Supplied data →
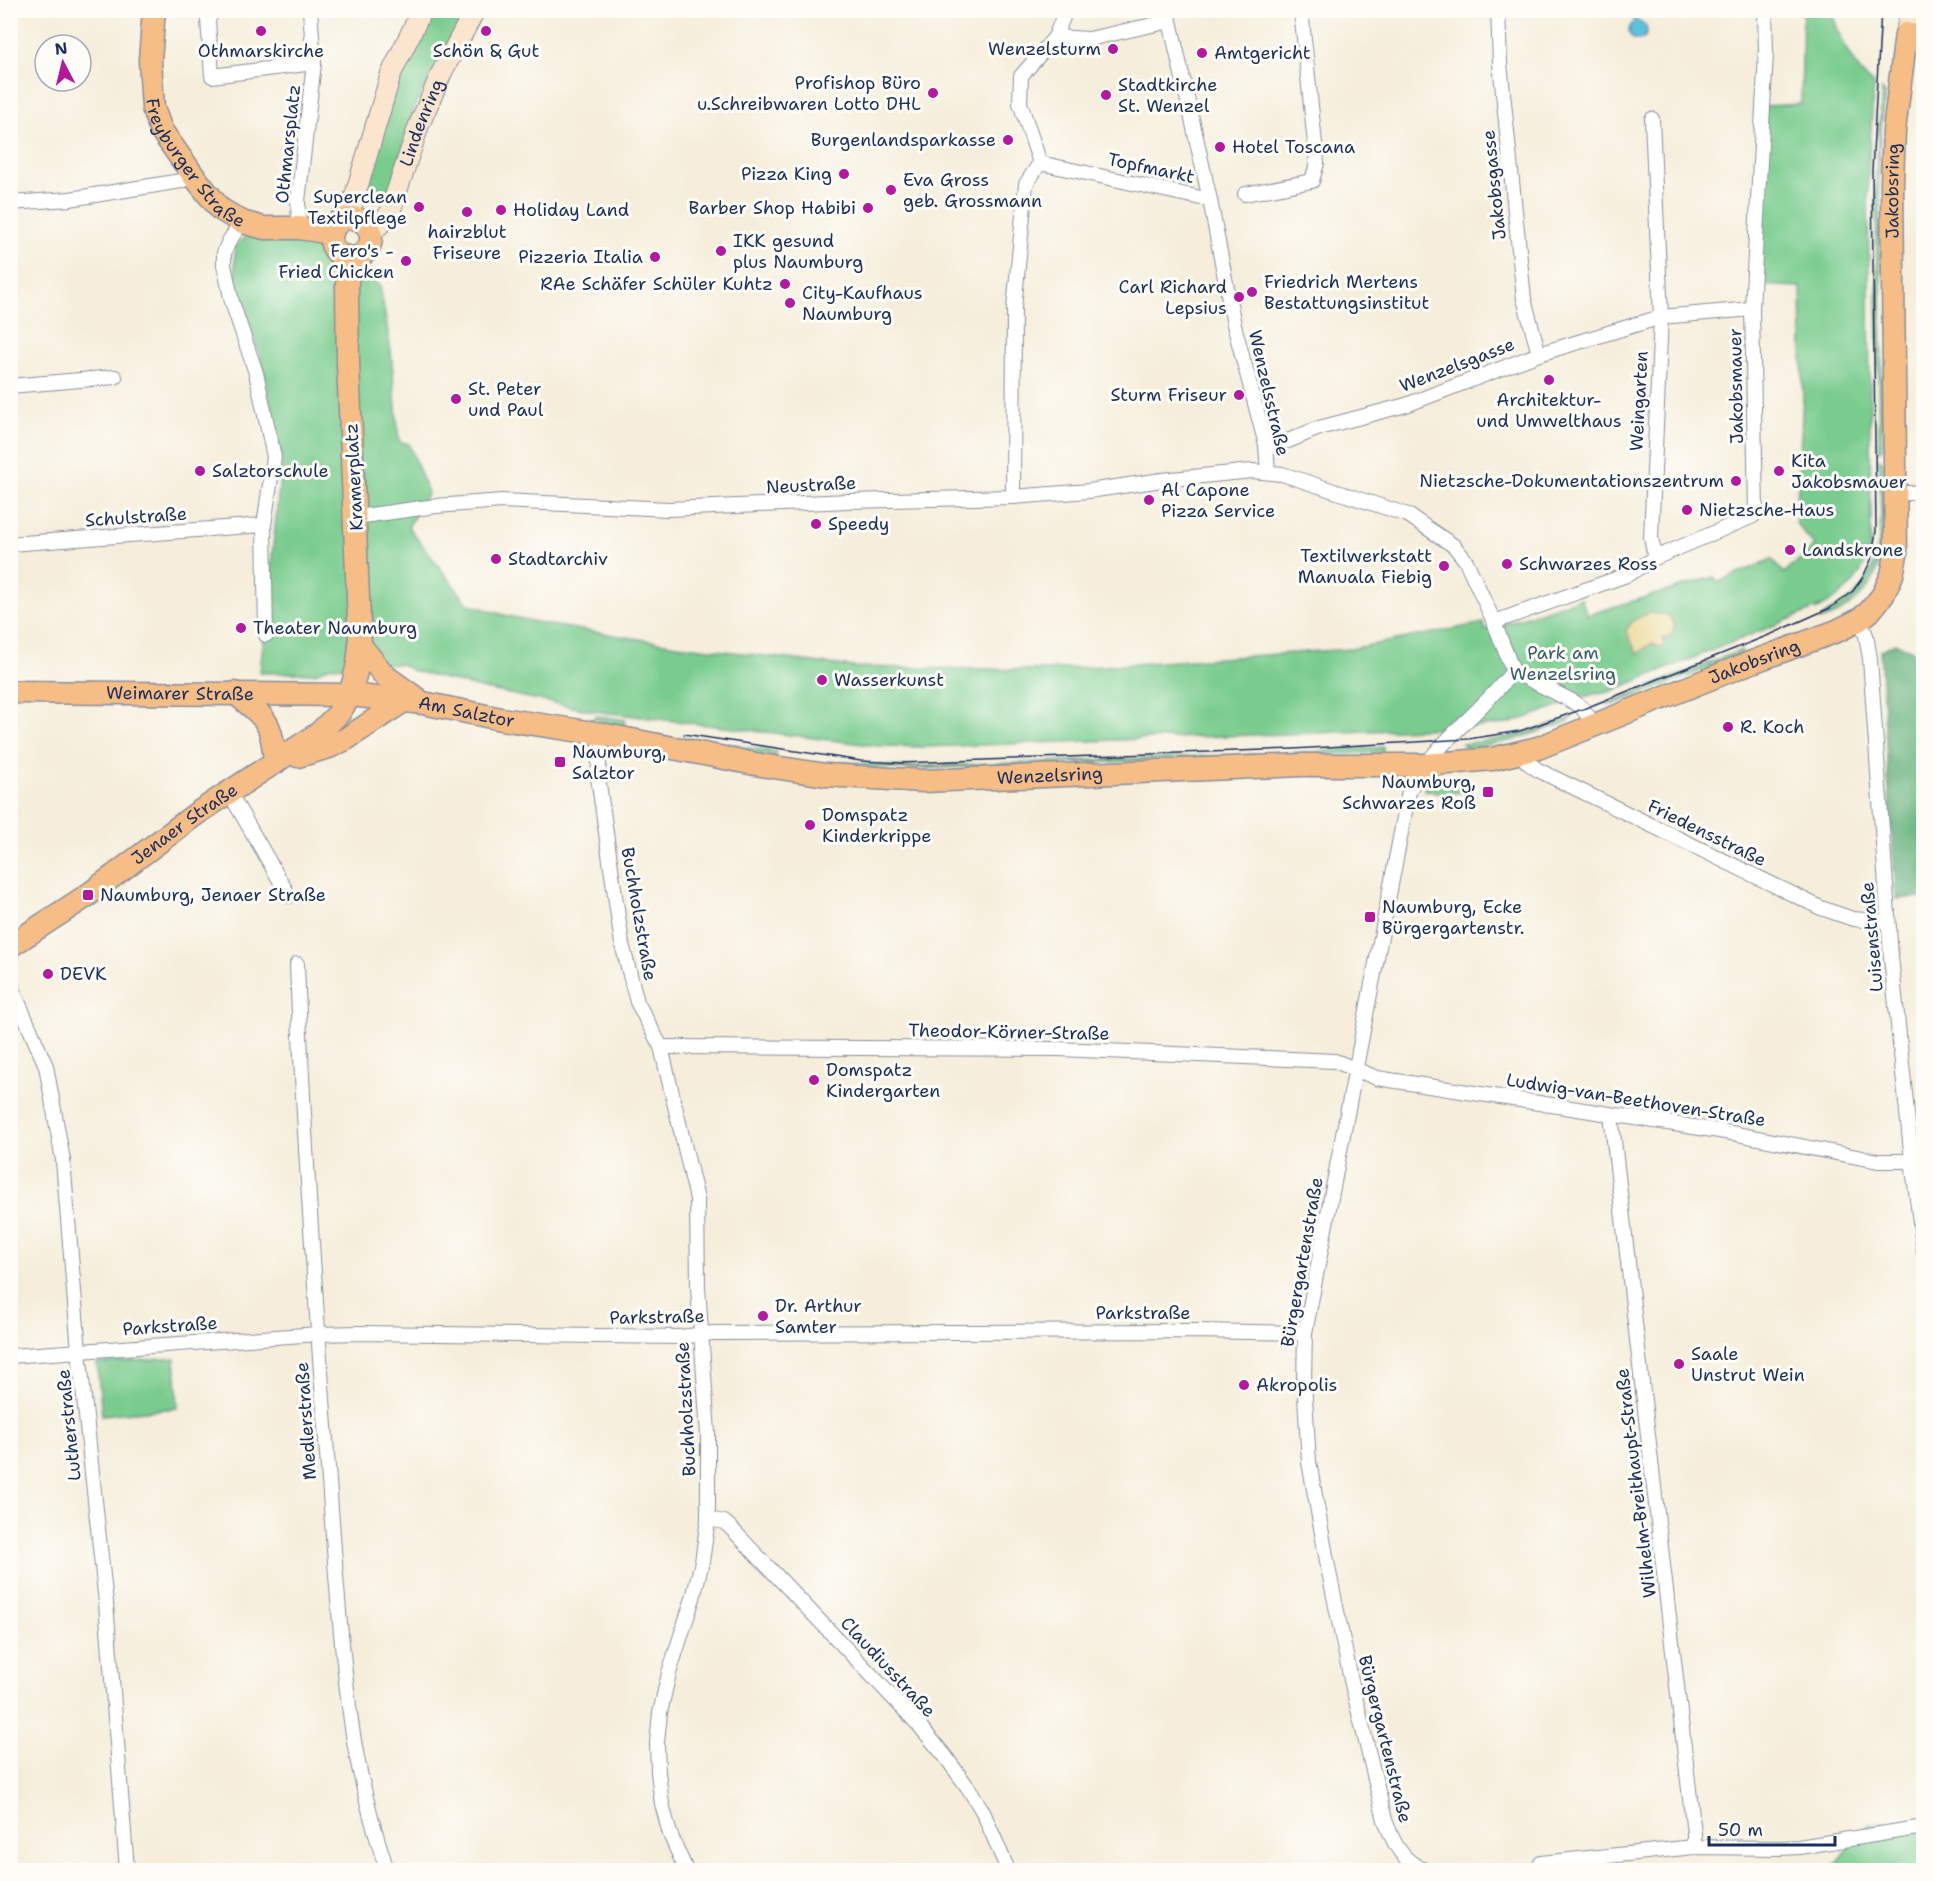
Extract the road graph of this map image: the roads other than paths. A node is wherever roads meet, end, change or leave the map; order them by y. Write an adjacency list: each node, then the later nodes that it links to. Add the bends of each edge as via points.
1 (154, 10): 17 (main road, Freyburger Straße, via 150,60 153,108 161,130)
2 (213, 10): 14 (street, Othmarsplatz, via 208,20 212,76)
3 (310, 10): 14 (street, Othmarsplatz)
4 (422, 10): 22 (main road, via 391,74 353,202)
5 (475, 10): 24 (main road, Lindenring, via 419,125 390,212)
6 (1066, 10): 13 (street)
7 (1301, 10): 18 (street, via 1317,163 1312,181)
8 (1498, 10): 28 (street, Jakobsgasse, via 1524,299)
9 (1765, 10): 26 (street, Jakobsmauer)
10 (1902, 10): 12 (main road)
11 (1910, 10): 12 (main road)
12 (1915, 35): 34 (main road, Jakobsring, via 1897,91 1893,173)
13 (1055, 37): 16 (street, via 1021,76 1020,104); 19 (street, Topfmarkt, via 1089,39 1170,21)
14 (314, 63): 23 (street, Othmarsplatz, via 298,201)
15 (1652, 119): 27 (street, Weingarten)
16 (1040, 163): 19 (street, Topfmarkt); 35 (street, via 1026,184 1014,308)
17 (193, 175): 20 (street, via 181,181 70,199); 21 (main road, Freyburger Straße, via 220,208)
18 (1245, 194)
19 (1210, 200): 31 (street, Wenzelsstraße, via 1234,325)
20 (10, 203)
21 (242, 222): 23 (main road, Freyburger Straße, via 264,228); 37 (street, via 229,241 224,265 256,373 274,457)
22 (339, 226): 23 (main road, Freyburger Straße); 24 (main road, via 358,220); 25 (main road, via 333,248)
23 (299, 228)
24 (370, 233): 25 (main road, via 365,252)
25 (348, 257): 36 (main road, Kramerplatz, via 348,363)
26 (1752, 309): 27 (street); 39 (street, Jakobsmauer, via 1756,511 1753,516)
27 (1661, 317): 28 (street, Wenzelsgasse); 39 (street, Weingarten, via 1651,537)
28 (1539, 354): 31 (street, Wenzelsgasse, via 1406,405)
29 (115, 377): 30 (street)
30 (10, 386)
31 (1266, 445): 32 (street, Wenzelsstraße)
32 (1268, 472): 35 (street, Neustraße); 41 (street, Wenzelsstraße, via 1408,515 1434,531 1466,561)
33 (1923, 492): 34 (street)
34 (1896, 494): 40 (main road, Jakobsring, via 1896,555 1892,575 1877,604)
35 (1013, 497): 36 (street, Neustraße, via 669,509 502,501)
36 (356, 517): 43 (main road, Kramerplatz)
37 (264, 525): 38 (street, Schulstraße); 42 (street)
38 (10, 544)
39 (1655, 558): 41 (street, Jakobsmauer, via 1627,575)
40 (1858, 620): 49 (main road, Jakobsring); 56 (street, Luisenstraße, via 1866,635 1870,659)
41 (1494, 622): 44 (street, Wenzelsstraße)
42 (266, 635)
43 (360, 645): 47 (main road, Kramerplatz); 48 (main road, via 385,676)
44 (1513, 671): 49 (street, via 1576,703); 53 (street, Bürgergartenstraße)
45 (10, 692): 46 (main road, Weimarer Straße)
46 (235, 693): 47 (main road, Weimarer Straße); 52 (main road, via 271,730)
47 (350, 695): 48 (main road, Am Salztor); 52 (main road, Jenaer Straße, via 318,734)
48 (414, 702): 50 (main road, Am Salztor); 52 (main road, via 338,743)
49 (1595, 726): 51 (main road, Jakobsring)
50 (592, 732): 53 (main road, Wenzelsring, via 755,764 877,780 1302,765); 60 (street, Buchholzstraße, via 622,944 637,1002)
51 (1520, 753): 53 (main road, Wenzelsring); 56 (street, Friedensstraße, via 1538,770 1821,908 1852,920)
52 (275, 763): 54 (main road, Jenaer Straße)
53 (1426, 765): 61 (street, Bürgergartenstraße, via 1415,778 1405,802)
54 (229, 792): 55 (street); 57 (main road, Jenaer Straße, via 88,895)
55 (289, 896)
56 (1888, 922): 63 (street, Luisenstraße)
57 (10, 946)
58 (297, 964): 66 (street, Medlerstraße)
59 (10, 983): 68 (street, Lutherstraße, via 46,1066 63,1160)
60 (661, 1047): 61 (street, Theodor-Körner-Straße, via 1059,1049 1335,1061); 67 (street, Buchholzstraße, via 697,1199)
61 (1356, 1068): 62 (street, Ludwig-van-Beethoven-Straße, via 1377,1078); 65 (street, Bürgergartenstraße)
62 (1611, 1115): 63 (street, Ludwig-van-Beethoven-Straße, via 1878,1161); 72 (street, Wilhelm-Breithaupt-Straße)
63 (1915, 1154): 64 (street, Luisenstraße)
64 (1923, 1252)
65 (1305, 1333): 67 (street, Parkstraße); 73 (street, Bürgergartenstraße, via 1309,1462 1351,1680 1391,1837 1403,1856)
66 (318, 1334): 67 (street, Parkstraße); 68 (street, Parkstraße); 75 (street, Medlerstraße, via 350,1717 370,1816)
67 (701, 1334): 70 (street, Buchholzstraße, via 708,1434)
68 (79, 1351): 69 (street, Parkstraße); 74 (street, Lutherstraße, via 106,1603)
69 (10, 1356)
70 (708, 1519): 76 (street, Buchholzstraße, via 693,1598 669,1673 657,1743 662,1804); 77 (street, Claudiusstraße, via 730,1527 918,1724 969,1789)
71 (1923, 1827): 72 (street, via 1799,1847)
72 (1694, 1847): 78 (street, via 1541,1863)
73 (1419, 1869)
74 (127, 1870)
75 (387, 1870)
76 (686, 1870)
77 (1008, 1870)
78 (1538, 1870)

Action item → Only lines with the string "Bürgergartenstraße" belong in the answer; copy each of them from the listing.

Solution →
44 (1513, 671): 49 (street, via 1576,703); 53 (street, Bürgergartenstraße)
53 (1426, 765): 61 (street, Bürgergartenstraße, via 1415,778 1405,802)
61 (1356, 1068): 62 (street, Ludwig-van-Beethoven-Straße, via 1377,1078); 65 (street, Bürgergartenstraße)
65 (1305, 1333): 67 (street, Parkstraße); 73 (street, Bürgergartenstraße, via 1309,1462 1351,1680 1391,1837 1403,1856)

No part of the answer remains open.